PDA

View Full Version : search a column of keywords in a folder of .docs and match file names and string



sibjac
12-09-2017, 10:09 AM
I have a bunch of *.doc documents (around 1000 plus) with keyword (4 digits) almost at the end of the document. All these keywords start with "SD/# and four digits and ends with /". I want to find dcouments matching the 4 digits of keyword from A column of excel and fill the column B with file name and column C and D with the folder names (documents can be in 2 subfolders inside the folder(subfolders names are to identify the type of documents) with the matching keyword because there can be many documents with the same keyword. There are almost 300 keywords of (4 digits, eg: 0001, 8684, 0456, 0022, etc.) in column A of the worksheet. Will this be possible with VBscript. Your valuable help appreciated.

PC information: 64 bit i3 with win 7, office 2007

Kenneth Hobs
12-09-2017, 12:07 PM
So you want just the 1st DOC file even if there are more than one with a match? I don't know what TYPE means for columns C and D. Maybe if you attached a simple example file it would show what you want more clearly.

sibjac
12-09-2017, 06:55 PM
So you want just the 1st DOC file even if there are more than one with a match? I don't know what TYPE means for columns C and D. Maybe if you attached a simple example file it would show what you want more clearly.

Thank you for showing my interest and prompt reply. Want all the documents to listed one by one in column B with matching string in C and the foldernames which these documents are located in the next two colums.
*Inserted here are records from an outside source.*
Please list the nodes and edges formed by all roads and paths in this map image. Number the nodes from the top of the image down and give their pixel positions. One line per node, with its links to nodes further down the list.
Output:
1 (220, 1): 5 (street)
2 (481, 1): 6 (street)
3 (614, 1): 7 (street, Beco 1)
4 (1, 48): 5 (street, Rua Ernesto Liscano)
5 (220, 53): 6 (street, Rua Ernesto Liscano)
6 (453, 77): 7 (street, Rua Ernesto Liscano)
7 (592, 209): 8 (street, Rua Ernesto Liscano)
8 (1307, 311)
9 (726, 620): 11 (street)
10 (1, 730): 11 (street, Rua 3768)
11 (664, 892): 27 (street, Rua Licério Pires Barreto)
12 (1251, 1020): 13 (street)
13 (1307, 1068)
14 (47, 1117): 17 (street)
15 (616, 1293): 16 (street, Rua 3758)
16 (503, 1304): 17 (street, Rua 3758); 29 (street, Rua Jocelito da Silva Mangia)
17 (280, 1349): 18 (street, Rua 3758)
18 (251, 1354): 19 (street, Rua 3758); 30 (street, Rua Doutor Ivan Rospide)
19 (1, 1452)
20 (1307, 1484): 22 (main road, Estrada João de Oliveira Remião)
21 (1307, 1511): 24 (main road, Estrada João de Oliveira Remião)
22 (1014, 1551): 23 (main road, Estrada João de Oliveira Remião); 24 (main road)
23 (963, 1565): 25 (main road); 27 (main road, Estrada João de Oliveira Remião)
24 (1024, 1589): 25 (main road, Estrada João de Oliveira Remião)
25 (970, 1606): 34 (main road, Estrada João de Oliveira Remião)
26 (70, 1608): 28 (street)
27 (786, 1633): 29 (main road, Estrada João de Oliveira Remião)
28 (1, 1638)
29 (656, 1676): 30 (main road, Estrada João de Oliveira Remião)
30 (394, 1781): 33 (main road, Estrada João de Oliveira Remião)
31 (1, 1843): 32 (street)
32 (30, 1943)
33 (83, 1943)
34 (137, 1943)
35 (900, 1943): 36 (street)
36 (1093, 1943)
Extremely sorry for not being clear and misguiding...

Kenneth Hobs
12-09-2017, 07:17 PM
That does not match with post #1. So, if there is a parent folder like c:\Excel, with subfolders \Sub1 and \Sub2, then for each row, the file might come from one of 3 locations.
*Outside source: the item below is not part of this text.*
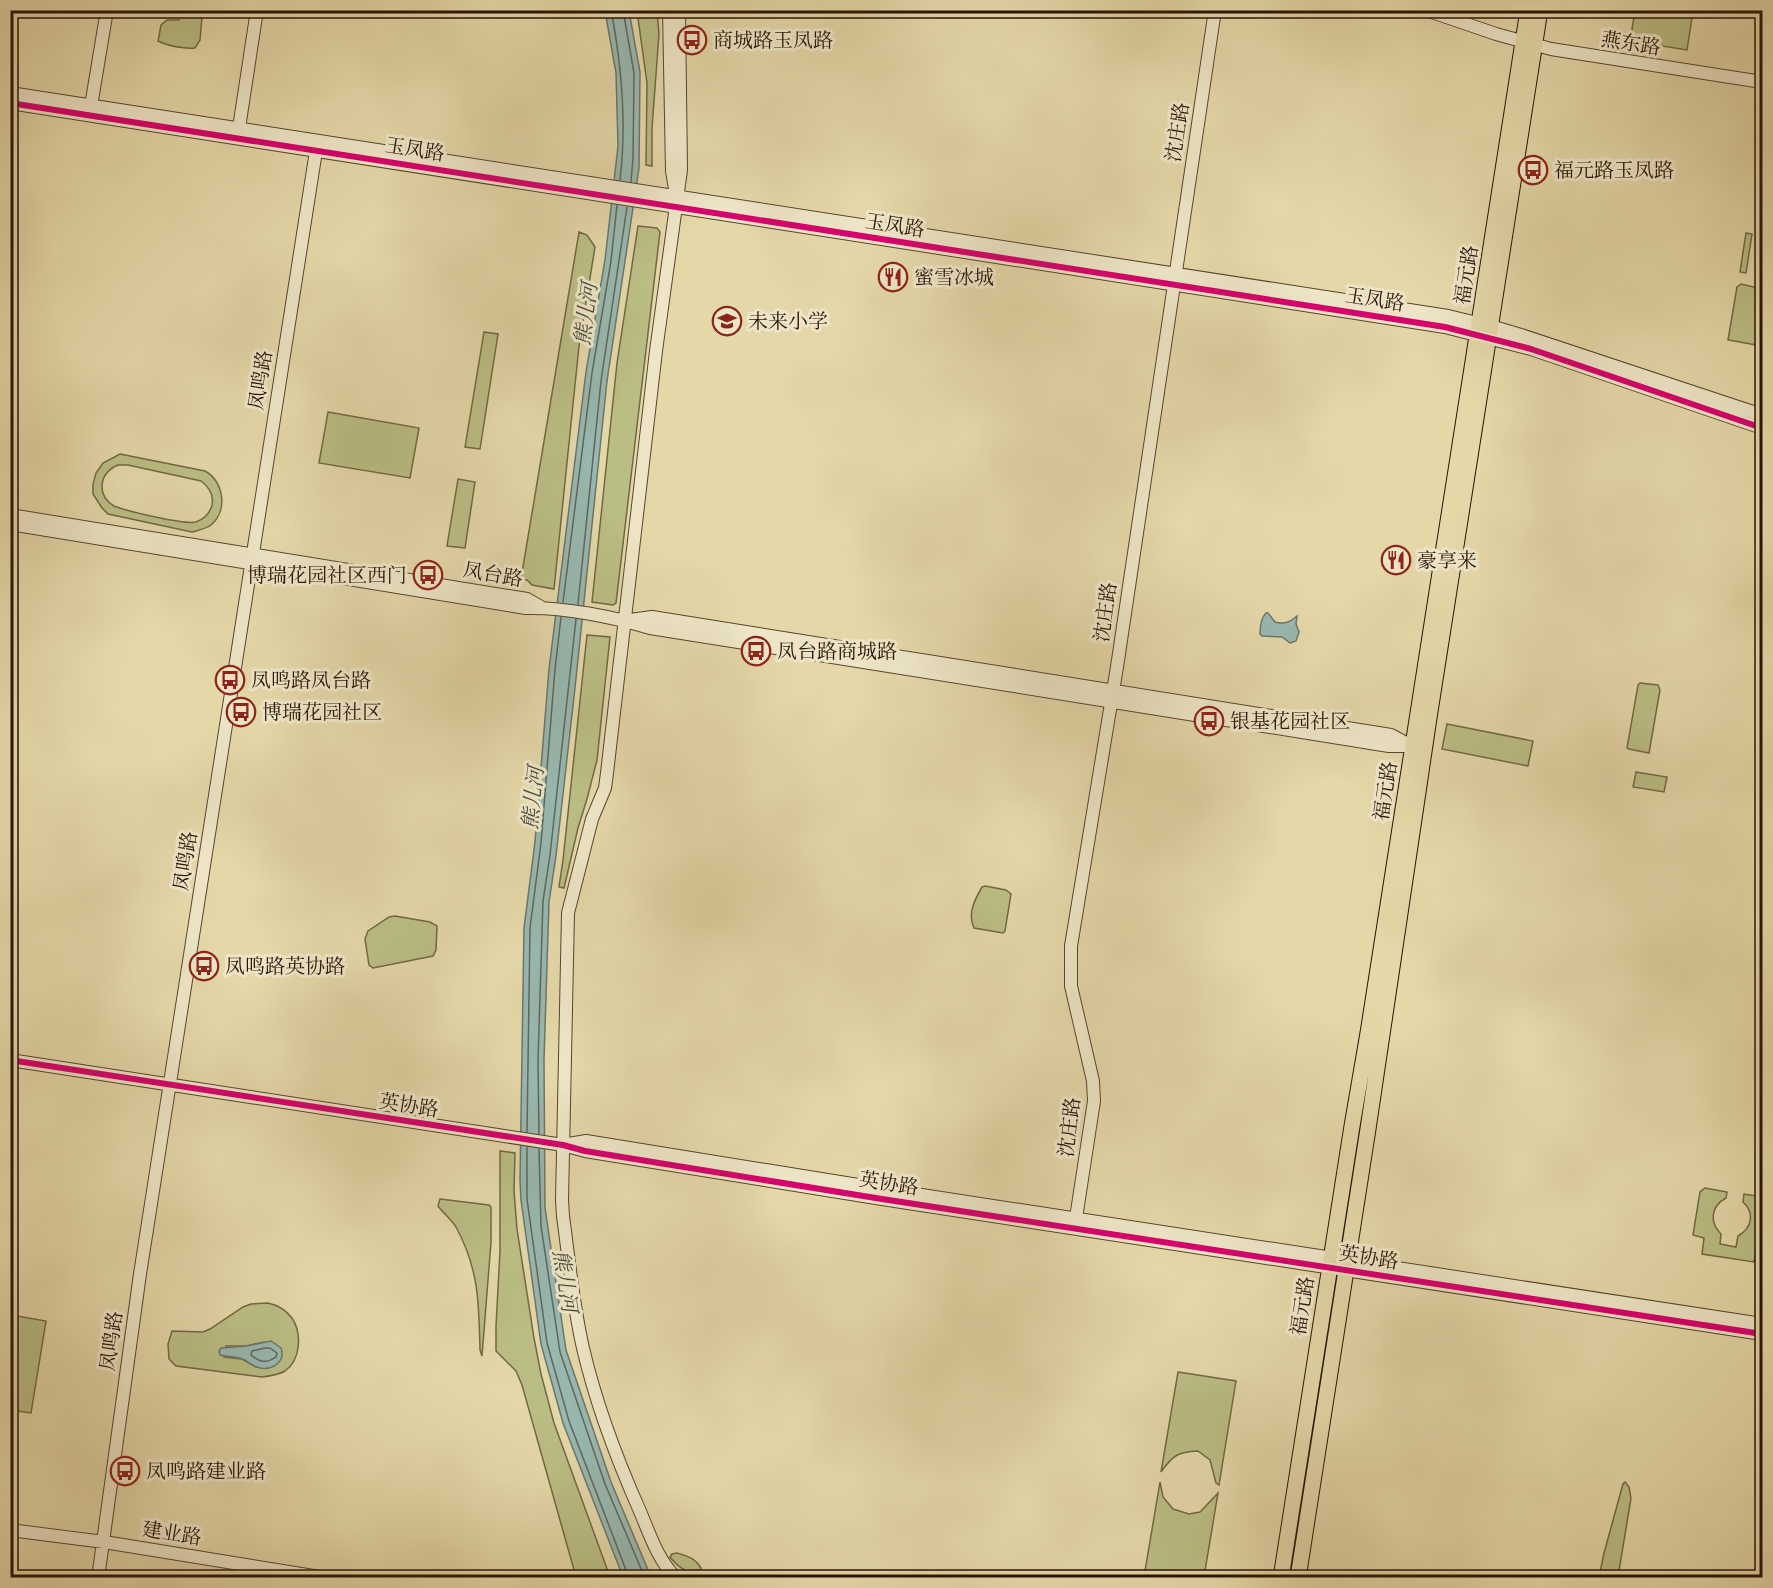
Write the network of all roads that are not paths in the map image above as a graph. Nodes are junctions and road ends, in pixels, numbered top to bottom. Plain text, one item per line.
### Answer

To attach a file(s), click the Go Advanced button in lower right of a reply, and then the Manage Attachments button below the reply box.
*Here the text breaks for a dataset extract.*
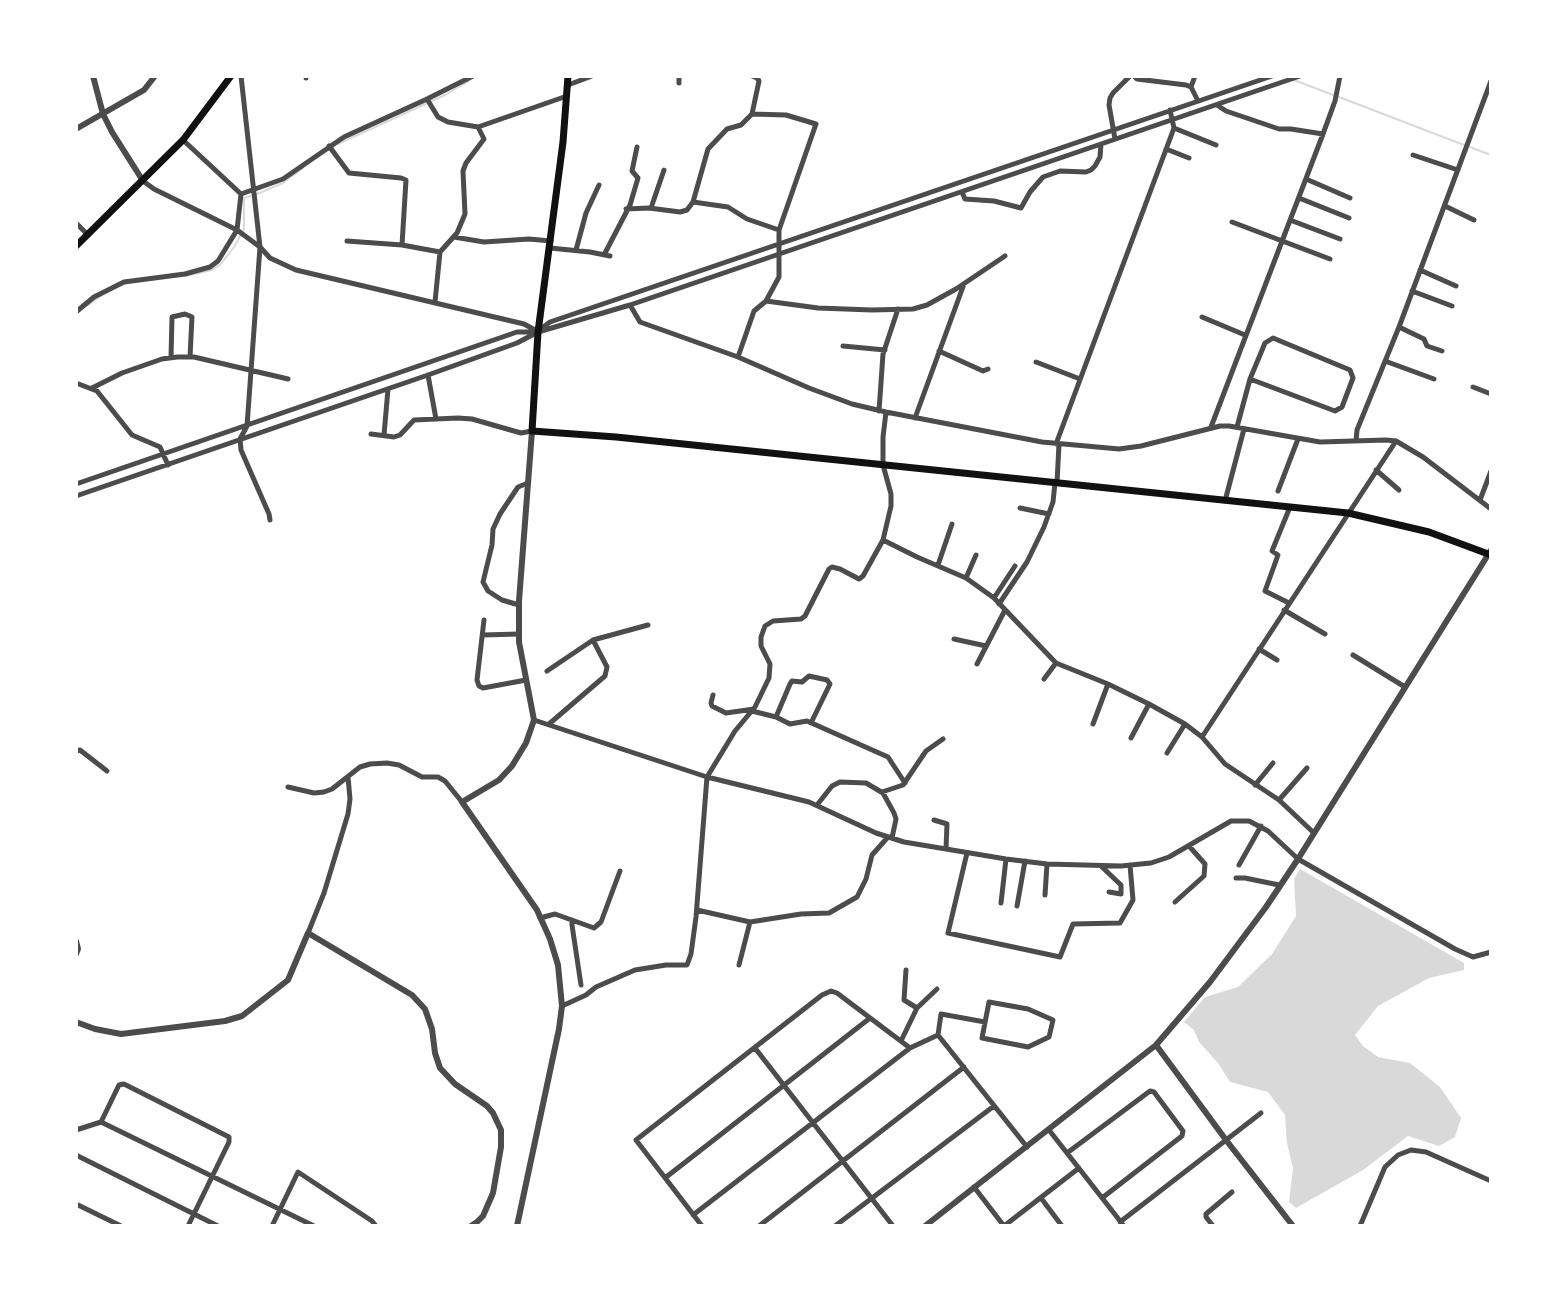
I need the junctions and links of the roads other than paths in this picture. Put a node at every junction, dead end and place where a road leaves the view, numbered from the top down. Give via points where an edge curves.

I will make up an example using what I think was meant by post #1.

sibjac
12-09-2017, 07:27 PM
I will post an example which I have manually done. Plese look into it.

sibjac
12-09-2017, 07:38 PM
That does not match with post #1. So, if there is a parent folder like c:\Excel, with subfolders \Sub1 and \Sub2, then for each row, the file might come from one of 3 locations.

exactly. thank you for your patience and interest[/QUOTE]


To attach a file(s), click the Go Advanced button in lower right of a reply, and then the Manage Attachments button below the reply box.

I have attached one in above reply.


I will make up an example using what I think was meant by post #1.

sorry for misleading, it would be great if you could make up an example matching the sample

Kenneth Hobs
12-09-2017, 08:04 PM
You said this in the file.



Please note there are one main folder and total 4 subfolders, VR, VR-EX, NVR, NVR-EX. Files are grouped into these foldes under the main folder to easily identify. Can there be a serial number for the list of be also added in another colum (column structure can be changed)




I don't know why column C has a 4 digit number. I thought your goal was to MATCH the 4 digit number in column A? If not, what is the purpose of column A.

Without clear goals, full solutions will be nearly impossible. Think about what could happen. e.g. All files contain SD/#7301/ with 7301 in column A: f1.doc, f2.doc, \VR\f1.doc, \VR\f3.doc, \NVR\f1.doc, \NVR\Ken.doc. In that scenario, f1.doc with be in column B, nothing would be in Column C as it came from the parent folder. What would go into column D is a mystery. I guess if one kept the same filename then VR would go into column D.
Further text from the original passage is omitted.